= Directions for this task =
Lines holding the string "other": copy each one from the listing below.
+++++
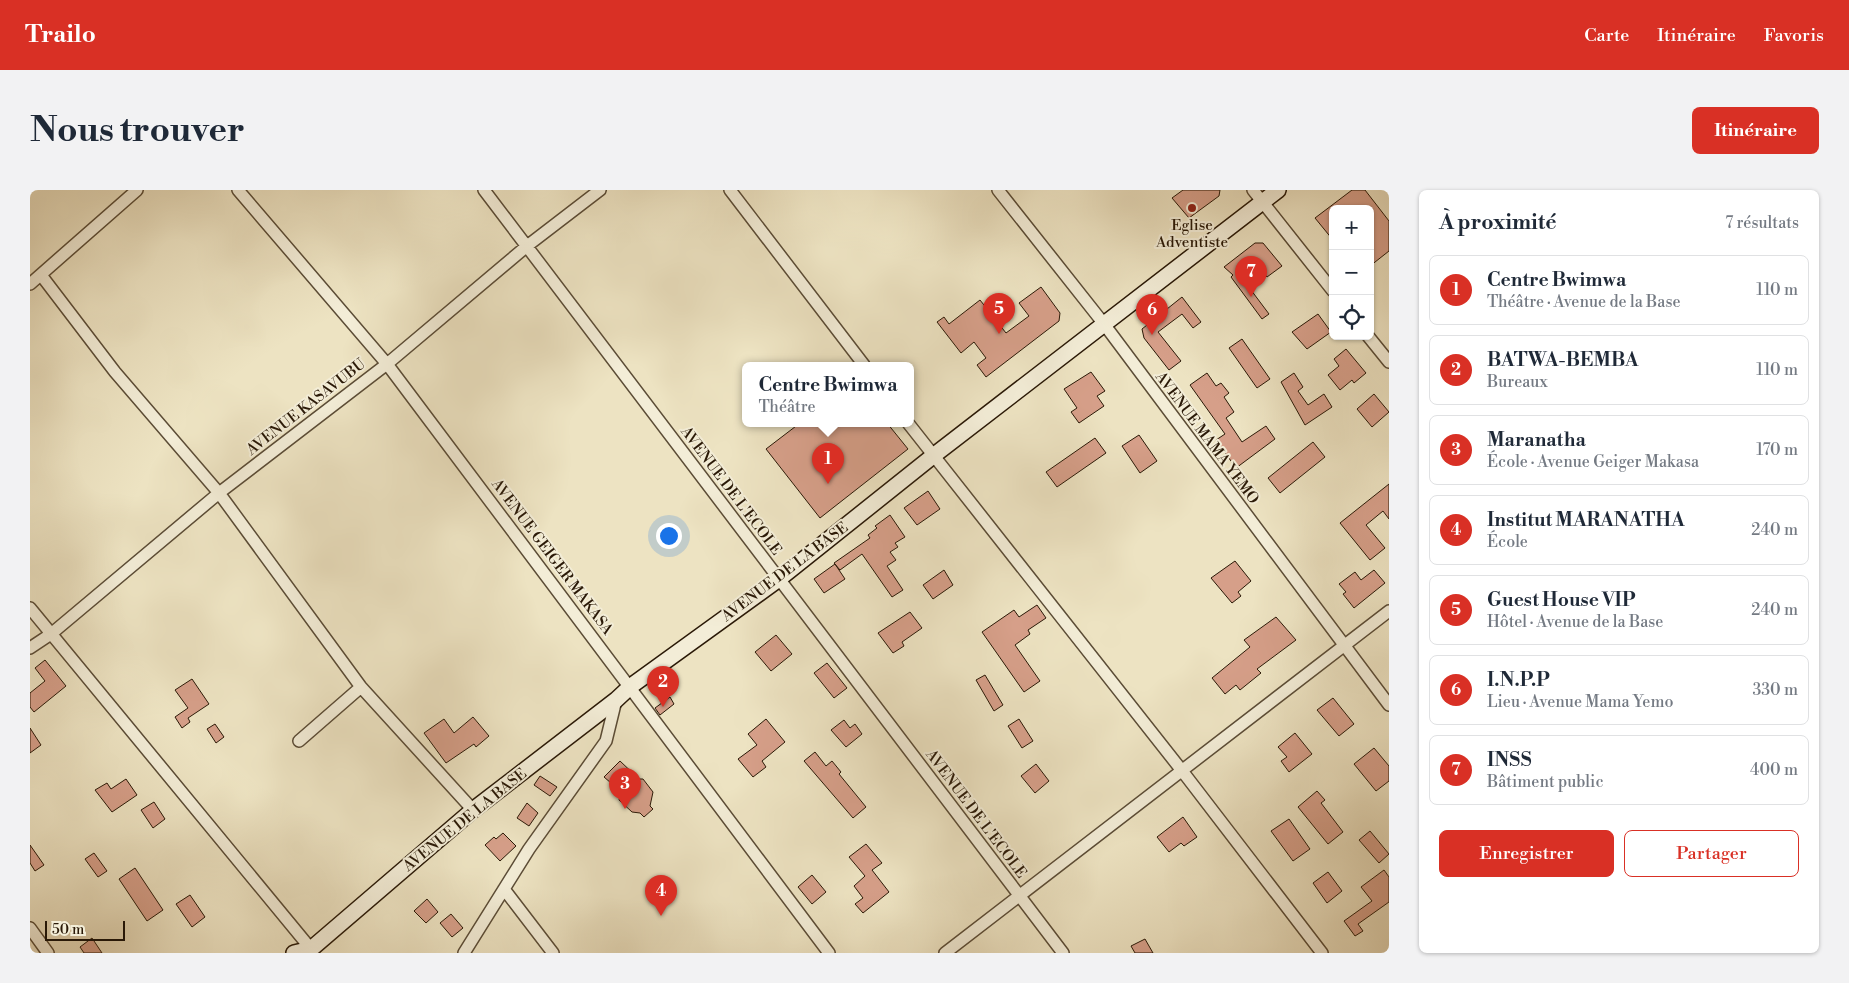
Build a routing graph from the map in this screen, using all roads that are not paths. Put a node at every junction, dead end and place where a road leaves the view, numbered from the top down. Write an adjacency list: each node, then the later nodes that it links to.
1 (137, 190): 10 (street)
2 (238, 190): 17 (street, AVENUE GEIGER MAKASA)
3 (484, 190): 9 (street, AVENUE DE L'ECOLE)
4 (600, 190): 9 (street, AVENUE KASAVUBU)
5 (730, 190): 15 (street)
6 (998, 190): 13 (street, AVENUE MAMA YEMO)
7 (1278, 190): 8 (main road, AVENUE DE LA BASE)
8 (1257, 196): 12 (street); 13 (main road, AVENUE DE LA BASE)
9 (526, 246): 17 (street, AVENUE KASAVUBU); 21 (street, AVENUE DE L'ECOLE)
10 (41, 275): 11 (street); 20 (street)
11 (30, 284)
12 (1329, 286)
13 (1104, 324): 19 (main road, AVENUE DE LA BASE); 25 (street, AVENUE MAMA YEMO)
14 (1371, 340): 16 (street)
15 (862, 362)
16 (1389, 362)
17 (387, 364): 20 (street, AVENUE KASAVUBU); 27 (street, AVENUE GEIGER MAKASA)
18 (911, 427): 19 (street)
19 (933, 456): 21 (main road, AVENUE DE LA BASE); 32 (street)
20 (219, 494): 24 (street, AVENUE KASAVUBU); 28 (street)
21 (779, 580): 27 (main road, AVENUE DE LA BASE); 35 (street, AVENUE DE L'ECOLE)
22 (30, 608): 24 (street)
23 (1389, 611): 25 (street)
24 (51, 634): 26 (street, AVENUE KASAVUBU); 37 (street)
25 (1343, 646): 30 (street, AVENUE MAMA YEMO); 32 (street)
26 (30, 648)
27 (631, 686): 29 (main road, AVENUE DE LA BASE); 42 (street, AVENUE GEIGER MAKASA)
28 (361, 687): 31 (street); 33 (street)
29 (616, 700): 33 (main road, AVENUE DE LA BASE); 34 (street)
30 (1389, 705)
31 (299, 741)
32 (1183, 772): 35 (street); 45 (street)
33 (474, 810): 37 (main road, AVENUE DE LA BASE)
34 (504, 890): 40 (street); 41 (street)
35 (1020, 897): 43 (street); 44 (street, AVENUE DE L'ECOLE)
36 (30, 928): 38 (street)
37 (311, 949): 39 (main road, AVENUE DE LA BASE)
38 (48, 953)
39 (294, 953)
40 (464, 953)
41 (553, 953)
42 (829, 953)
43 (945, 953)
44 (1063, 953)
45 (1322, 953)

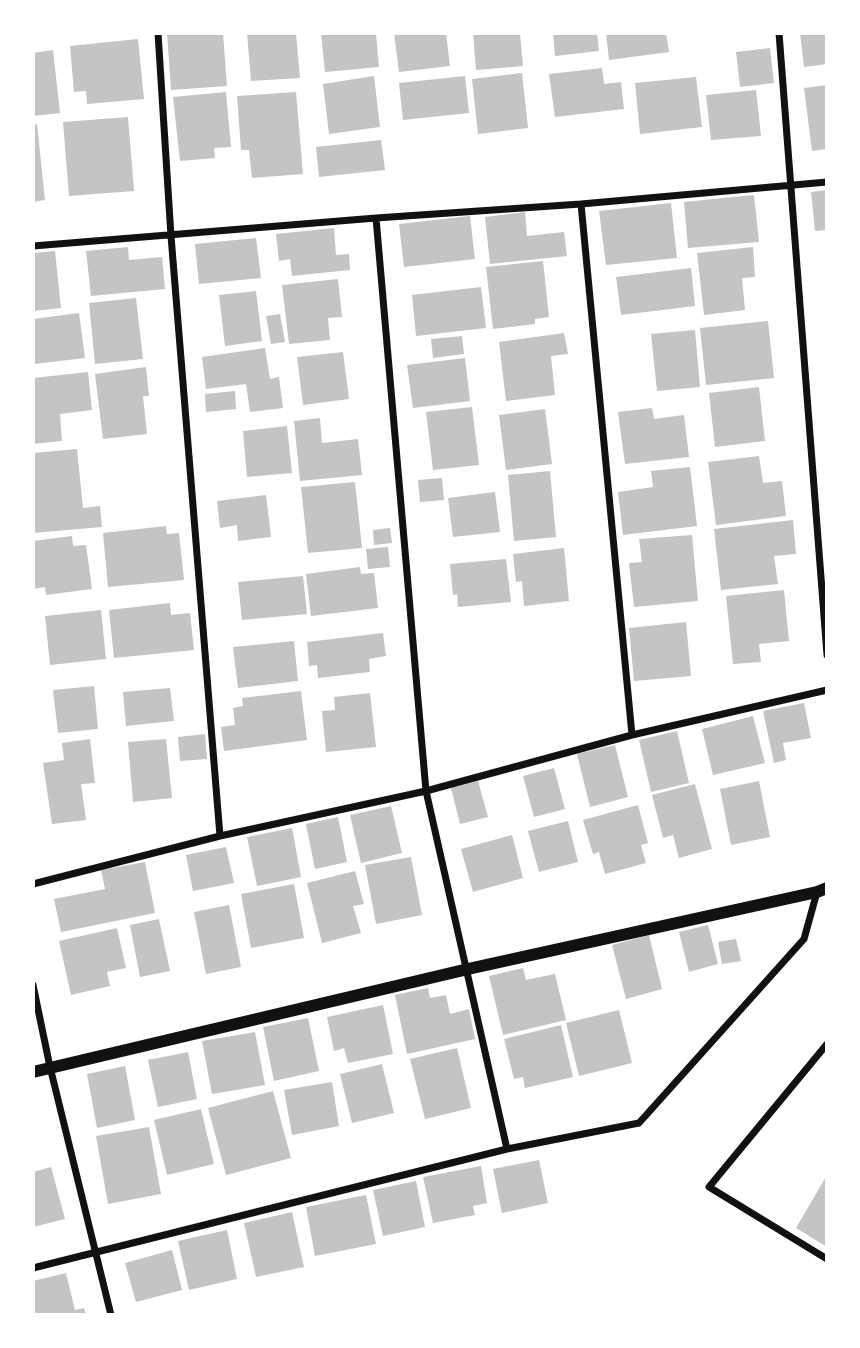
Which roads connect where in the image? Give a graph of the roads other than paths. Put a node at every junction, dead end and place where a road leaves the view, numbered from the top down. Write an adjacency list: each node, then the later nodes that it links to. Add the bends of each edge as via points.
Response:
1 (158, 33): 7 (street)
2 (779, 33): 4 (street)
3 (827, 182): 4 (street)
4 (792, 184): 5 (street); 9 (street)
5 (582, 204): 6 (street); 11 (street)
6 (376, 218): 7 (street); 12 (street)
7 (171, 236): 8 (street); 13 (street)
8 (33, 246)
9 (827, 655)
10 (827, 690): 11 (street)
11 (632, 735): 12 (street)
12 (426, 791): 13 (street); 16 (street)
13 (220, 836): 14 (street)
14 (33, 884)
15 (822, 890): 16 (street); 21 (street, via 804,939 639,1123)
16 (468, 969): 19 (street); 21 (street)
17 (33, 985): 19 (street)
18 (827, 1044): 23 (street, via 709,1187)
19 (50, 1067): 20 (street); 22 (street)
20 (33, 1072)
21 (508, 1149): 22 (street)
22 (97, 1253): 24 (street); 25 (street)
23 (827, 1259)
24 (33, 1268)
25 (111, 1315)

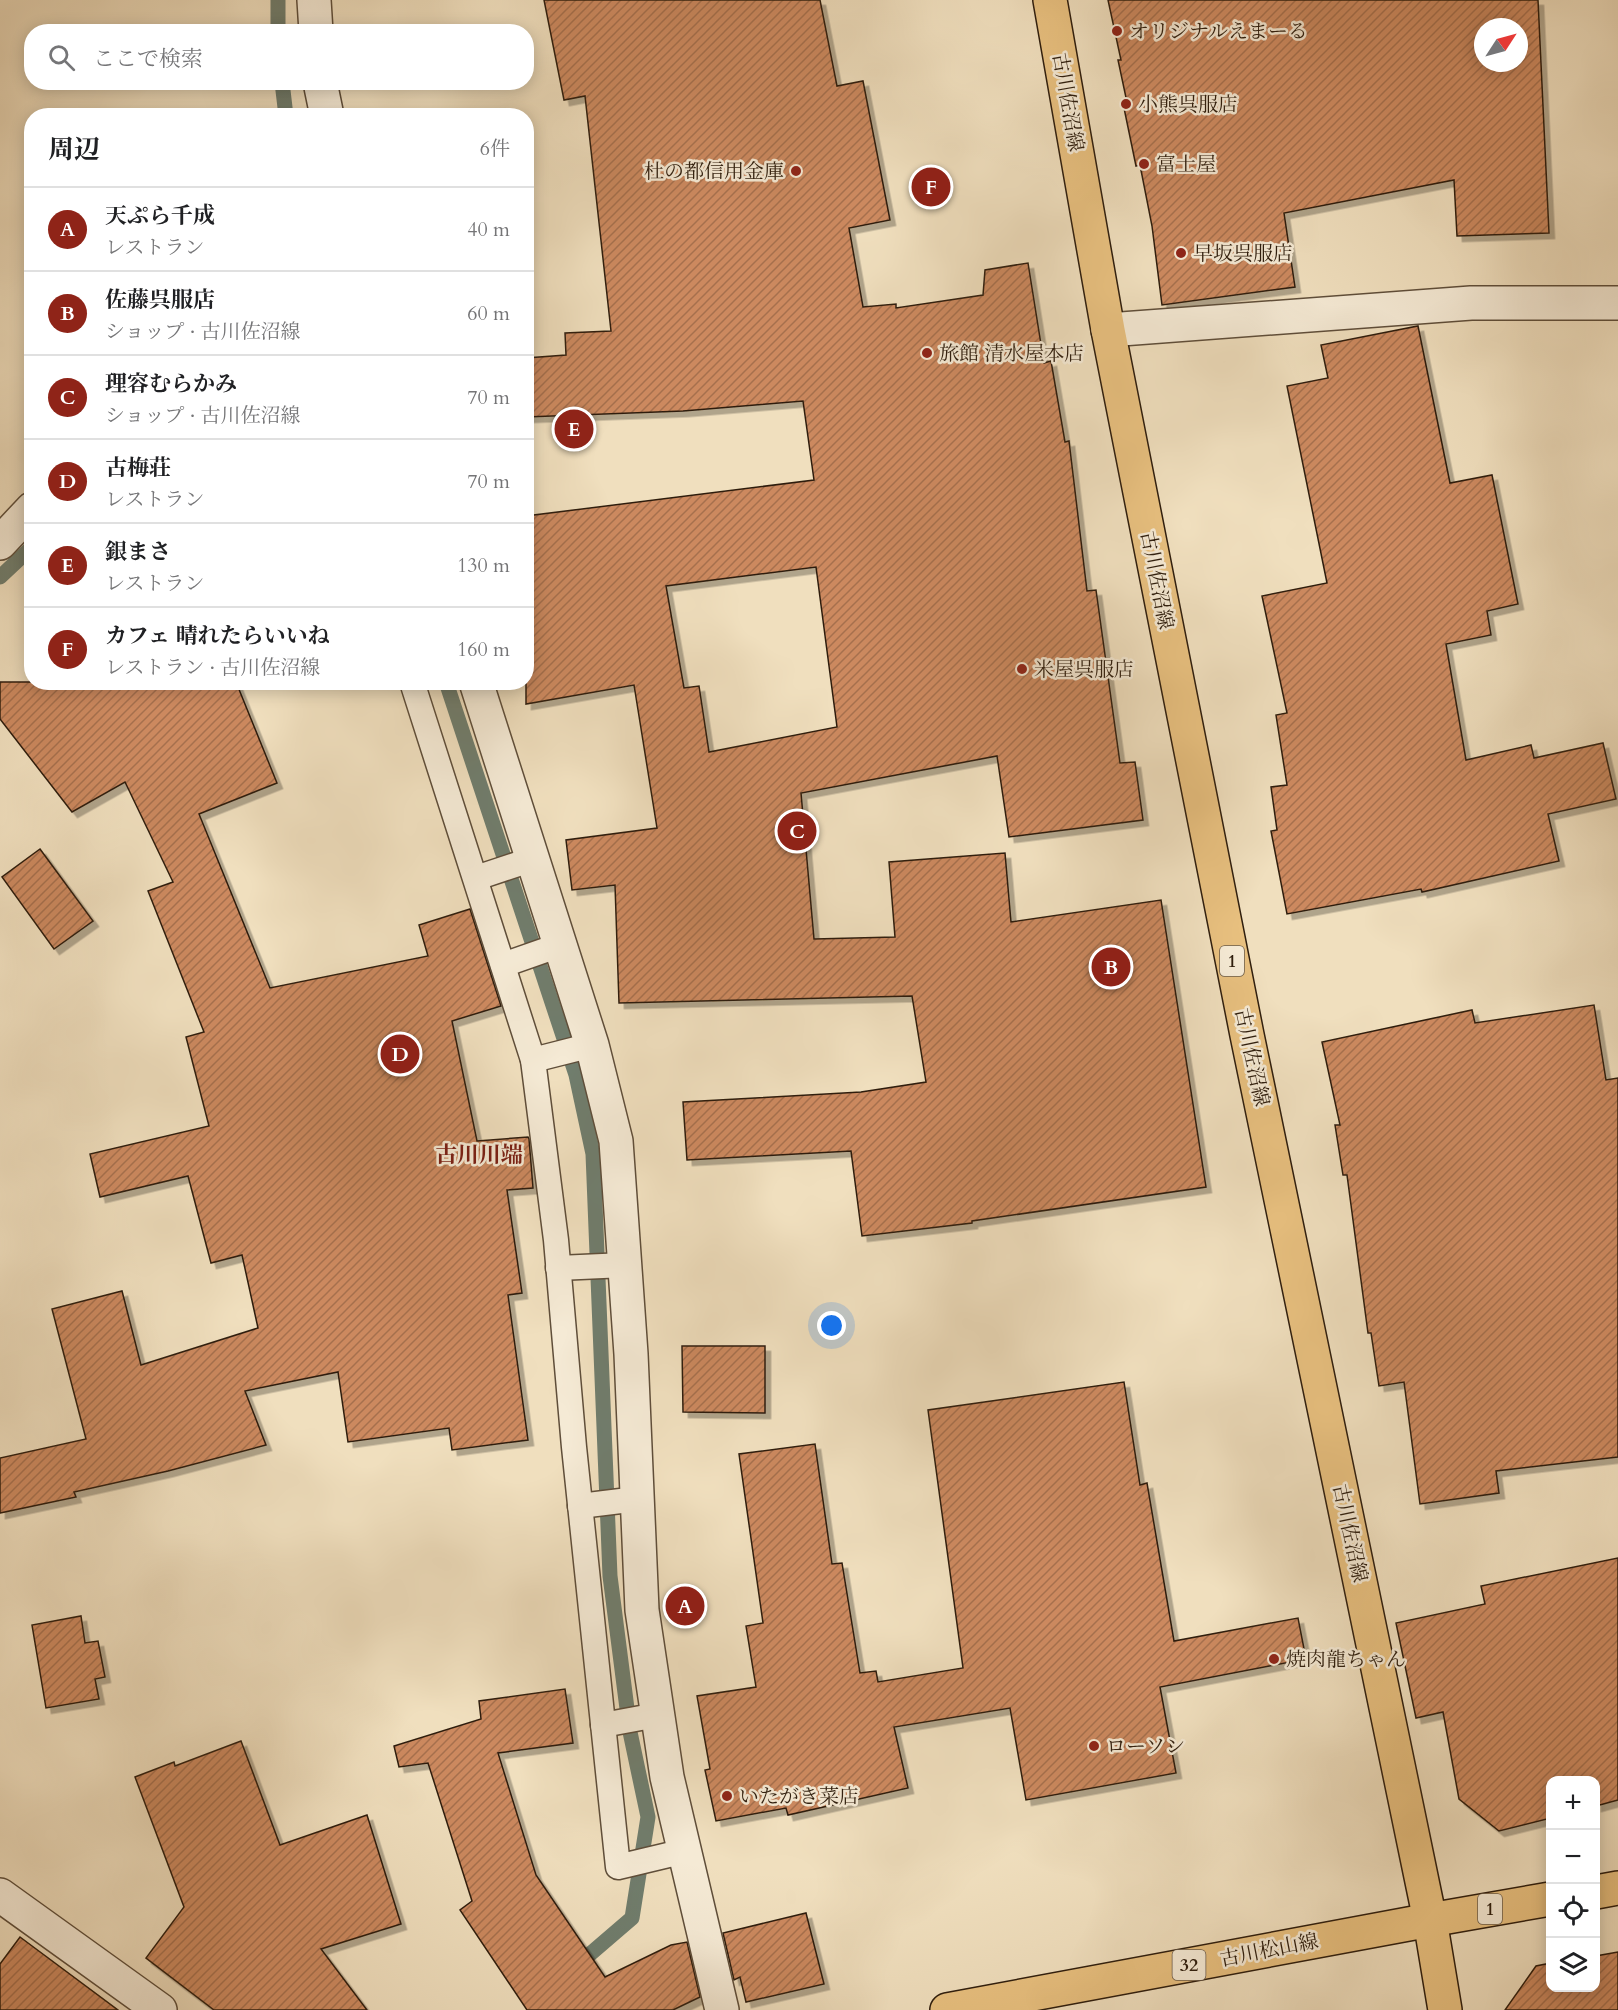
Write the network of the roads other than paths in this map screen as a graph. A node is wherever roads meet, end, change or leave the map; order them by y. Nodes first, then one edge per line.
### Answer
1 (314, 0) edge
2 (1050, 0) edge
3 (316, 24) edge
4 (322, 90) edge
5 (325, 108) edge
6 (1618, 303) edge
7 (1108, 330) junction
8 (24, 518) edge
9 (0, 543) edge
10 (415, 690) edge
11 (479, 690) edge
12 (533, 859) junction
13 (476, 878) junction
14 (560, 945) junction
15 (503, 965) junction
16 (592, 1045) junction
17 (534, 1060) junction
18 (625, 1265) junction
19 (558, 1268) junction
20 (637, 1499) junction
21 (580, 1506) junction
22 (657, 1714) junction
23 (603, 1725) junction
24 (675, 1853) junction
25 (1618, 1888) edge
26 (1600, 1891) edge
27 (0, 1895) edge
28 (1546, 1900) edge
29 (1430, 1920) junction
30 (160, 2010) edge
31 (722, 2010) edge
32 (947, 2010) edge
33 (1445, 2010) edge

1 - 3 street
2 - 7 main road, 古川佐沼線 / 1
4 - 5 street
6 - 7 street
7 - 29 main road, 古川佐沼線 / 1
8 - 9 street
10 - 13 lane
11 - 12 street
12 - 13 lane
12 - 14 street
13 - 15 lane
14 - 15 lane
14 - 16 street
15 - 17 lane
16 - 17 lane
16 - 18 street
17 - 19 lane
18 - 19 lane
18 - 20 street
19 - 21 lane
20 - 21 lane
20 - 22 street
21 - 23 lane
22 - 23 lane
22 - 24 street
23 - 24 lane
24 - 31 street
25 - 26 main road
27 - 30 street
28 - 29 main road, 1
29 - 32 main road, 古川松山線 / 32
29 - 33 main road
+++++
= Solution =
Which roads connect where in the image? Give a graph of the roads other than paths. Put a node at every junction, dead end and place where a road leaves the view, numbered from the top down. Write an adjacency list: each node, then the later nodes that it links to. Add the bends of each edge as via points.
Write the network of the roads other than paths in this map screen as a graph. A node is wherever roads meet, end, change or leave the map; order them by y. Nodes first, then one edge per line.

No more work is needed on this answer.